Segment Open
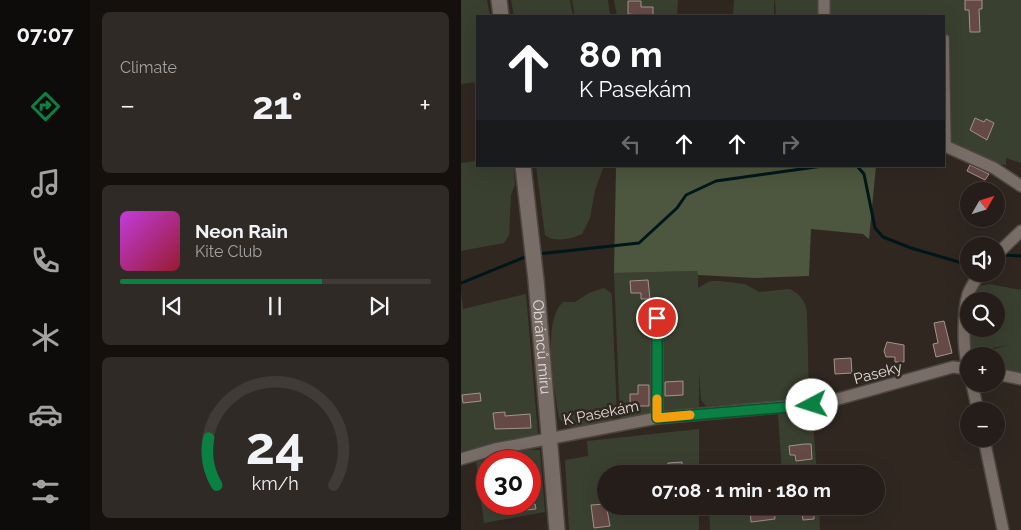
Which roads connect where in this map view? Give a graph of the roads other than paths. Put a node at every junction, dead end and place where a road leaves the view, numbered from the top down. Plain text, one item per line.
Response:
1 (499, 0) edge
2 (824, 0) edge
3 (501, 15) edge
4 (825, 15) edge
5 (946, 38) dead end
6 (946, 146) edge
7 (523, 167) edge
8 (1021, 186) edge
9 (1021, 231) edge
10 (1005, 246) edge
11 (975, 282) edge
12 (657, 318) dead end
13 (966, 347) edge
14 (960, 367) edge
15 (1005, 376) edge
16 (1021, 379) edge
17 (705, 414) joint
18 (657, 418) junction
19 (550, 438) junction
20 (986, 447) edge
21 (461, 459) edge
22 (557, 530) edge
23 (1003, 530) edge

1 - 3 main road
2 - 4 street
5 - 6 lane
6 - 8 street
7 - 19 main road, Obránců míru
9 - 10 street
11 - 13 street, Paseky
12 - 18 street, K Pasekám
14 - 17 street, Paseky
15 - 16 street
17 - 18 street, K Pasekám
18 - 19 street, K Pasekám
19 - 21 street, K Pasekám
19 - 22 main road, Obránců míru
20 - 23 street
Segment Closed
THE PROBLEM: Set the data above down again exactly as given, with no pictures.

TASK OUTPUT:
Which roads connect where in this map view? Give a graph of the roads other than paths. Put a node at every junction, dead end and place where a road leaves the view, numbered from the top down. Plain text, one item per line.
Response:
1 (499, 0) edge
2 (824, 0) edge
3 (501, 15) edge
4 (825, 15) edge
5 (946, 38) dead end
6 (946, 146) edge
7 (523, 167) edge
8 (1021, 186) edge
9 (1021, 231) edge
10 (1005, 246) edge
11 (975, 282) edge
12 (657, 318) dead end
13 (966, 347) edge
14 (960, 367) edge
15 (1005, 376) edge
16 (1021, 379) edge
17 (705, 414) joint
18 (657, 418) junction
19 (550, 438) junction
20 (986, 447) edge
21 (461, 459) edge
22 (557, 530) edge
23 (1003, 530) edge

1 - 3 main road
2 - 4 street
5 - 6 lane
6 - 8 street
7 - 19 main road, Obránců míru
9 - 10 street
11 - 13 street, Paseky
12 - 18 street, K Pasekám
14 - 17 street, Paseky
15 - 16 street
17 - 18 street, K Pasekám
18 - 19 street, K Pasekám
19 - 21 street, K Pasekám
19 - 22 main road, Obránců míru
20 - 23 street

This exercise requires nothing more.